Saved entries
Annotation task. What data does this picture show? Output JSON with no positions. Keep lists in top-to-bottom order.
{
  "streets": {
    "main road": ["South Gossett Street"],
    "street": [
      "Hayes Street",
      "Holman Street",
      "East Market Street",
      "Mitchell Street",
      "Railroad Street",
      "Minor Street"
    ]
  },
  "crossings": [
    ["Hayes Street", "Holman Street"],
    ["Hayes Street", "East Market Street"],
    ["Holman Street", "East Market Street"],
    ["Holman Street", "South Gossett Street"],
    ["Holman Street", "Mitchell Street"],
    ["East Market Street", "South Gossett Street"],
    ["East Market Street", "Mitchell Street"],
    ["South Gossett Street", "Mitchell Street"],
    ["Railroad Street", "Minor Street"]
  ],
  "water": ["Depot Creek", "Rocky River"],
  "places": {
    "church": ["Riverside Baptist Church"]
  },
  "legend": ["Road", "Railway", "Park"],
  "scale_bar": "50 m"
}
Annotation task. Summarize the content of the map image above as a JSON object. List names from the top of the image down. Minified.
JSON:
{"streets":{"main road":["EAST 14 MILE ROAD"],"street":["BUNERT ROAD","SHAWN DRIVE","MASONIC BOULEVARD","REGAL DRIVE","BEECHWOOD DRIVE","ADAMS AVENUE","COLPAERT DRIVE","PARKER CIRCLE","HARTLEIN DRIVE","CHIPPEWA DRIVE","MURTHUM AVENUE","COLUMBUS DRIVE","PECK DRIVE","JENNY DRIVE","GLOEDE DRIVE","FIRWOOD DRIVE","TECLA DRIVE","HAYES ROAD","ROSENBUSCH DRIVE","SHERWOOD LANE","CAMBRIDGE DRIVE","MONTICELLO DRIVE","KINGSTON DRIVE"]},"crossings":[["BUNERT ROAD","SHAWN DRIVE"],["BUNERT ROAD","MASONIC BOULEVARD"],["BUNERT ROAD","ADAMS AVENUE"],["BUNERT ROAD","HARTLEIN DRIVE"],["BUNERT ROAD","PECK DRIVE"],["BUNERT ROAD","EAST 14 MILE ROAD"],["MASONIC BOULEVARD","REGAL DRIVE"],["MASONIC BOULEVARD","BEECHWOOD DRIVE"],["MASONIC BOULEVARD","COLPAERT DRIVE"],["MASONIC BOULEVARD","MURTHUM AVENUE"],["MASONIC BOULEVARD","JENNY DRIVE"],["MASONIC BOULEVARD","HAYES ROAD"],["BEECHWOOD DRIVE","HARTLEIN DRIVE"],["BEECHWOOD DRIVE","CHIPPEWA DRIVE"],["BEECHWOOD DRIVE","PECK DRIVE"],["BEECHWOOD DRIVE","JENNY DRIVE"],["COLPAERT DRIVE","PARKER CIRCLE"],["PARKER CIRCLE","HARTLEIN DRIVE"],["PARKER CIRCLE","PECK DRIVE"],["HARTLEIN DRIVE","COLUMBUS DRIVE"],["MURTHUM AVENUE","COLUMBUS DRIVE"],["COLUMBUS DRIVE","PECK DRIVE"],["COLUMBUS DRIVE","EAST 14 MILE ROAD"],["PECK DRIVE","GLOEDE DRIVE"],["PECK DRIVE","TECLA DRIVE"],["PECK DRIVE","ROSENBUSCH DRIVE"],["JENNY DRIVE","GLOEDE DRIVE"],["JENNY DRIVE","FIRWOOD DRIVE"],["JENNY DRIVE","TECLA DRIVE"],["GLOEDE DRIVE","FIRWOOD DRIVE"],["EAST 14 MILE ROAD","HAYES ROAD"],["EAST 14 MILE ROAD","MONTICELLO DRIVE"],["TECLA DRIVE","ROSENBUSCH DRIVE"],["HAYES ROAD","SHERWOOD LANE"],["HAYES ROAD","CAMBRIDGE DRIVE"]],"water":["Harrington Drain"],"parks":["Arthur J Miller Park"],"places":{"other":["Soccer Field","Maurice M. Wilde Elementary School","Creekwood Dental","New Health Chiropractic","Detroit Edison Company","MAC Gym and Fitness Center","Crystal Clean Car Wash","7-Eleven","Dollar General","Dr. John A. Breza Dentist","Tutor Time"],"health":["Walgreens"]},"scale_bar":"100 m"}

Task details: Output all of the data in full, exactly as given.

Written solution:
Annotation task. What data does this picture show? Output JSON with no positions. Keep lists in top-to-bottom order.
{
  "streets": {
    "main road": ["South Gossett Street"],
    "street": [
      "Hayes Street",
      "Holman Street",
      "East Market Street",
      "Mitchell Street",
      "Railroad Street",
      "Minor Street"
    ]
  },
  "crossings": [
    ["Hayes Street", "Holman Street"],
    ["Hayes Street", "East Market Street"],
    ["Holman Street", "East Market Street"],
    ["Holman Street", "South Gossett Street"],
    ["Holman Street", "Mitchell Street"],
    ["East Market Street", "South Gossett Street"],
    ["East Market Street", "Mitchell Street"],
    ["South Gossett Street", "Mitchell Street"],
    ["Railroad Street", "Minor Street"]
  ],
  "water": ["Depot Creek", "Rocky River"],
  "places": {
    "church": ["Riverside Baptist Church"]
  },
  "legend": ["Road", "Railway", "Park"],
  "scale_bar": "50 m"
}
Annotation task. Summarize the content of the map image above as a JSON object. List names from the top of the image down. Minified.
JSON:
{"streets":{"main road":["EAST 14 MILE ROAD"],"street":["BUNERT ROAD","SHAWN DRIVE","MASONIC BOULEVARD","REGAL DRIVE","BEECHWOOD DRIVE","ADAMS AVENUE","COLPAERT DRIVE","PARKER CIRCLE","HARTLEIN DRIVE","CHIPPEWA DRIVE","MURTHUM AVENUE","COLUMBUS DRIVE","PECK DRIVE","JENNY DRIVE","GLOEDE DRIVE","FIRWOOD DRIVE","TECLA DRIVE","HAYES ROAD","ROSENBUSCH DRIVE","SHERWOOD LANE","CAMBRIDGE DRIVE","MONTICELLO DRIVE","KINGSTON DRIVE"]},"crossings":[["BUNERT ROAD","SHAWN DRIVE"],["BUNERT ROAD","MASONIC BOULEVARD"],["BUNERT ROAD","ADAMS AVENUE"],["BUNERT ROAD","HARTLEIN DRIVE"],["BUNERT ROAD","PECK DRIVE"],["BUNERT ROAD","EAST 14 MILE ROAD"],["MASONIC BOULEVARD","REGAL DRIVE"],["MASONIC BOULEVARD","BEECHWOOD DRIVE"],["MASONIC BOULEVARD","COLPAERT DRIVE"],["MASONIC BOULEVARD","MURTHUM AVENUE"],["MASONIC BOULEVARD","JENNY DRIVE"],["MASONIC BOULEVARD","HAYES ROAD"],["BEECHWOOD DRIVE","HARTLEIN DRIVE"],["BEECHWOOD DRIVE","CHIPPEWA DRIVE"],["BEECHWOOD DRIVE","PECK DRIVE"],["BEECHWOOD DRIVE","JENNY DRIVE"],["COLPAERT DRIVE","PARKER CIRCLE"],["PARKER CIRCLE","HARTLEIN DRIVE"],["PARKER CIRCLE","PECK DRIVE"],["HARTLEIN DRIVE","COLUMBUS DRIVE"],["MURTHUM AVENUE","COLUMBUS DRIVE"],["COLUMBUS DRIVE","PECK DRIVE"],["COLUMBUS DRIVE","EAST 14 MILE ROAD"],["PECK DRIVE","GLOEDE DRIVE"],["PECK DRIVE","TECLA DRIVE"],["PECK DRIVE","ROSENBUSCH DRIVE"],["JENNY DRIVE","GLOEDE DRIVE"],["JENNY DRIVE","FIRWOOD DRIVE"],["JENNY DRIVE","TECLA DRIVE"],["GLOEDE DRIVE","FIRWOOD DRIVE"],["EAST 14 MILE ROAD","HAYES ROAD"],["EAST 14 MILE ROAD","MONTICELLO DRIVE"],["TECLA DRIVE","ROSENBUSCH DRIVE"],["HAYES ROAD","SHERWOOD LANE"],["HAYES ROAD","CAMBRIDGE DRIVE"]],"water":["Harrington Drain"],"parks":["Arthur J Miller Park"],"places":{"other":["Soccer Field","Maurice M. Wilde Elementary School","Creekwood Dental","New Health Chiropractic","Detroit Edison Company","MAC Gym and Fitness Center","Crystal Clean Car Wash","7-Eleven","Dollar General","Dr. John A. Breza Dentist","Tutor Time"],"health":["Walgreens"]},"scale_bar":"100 m"}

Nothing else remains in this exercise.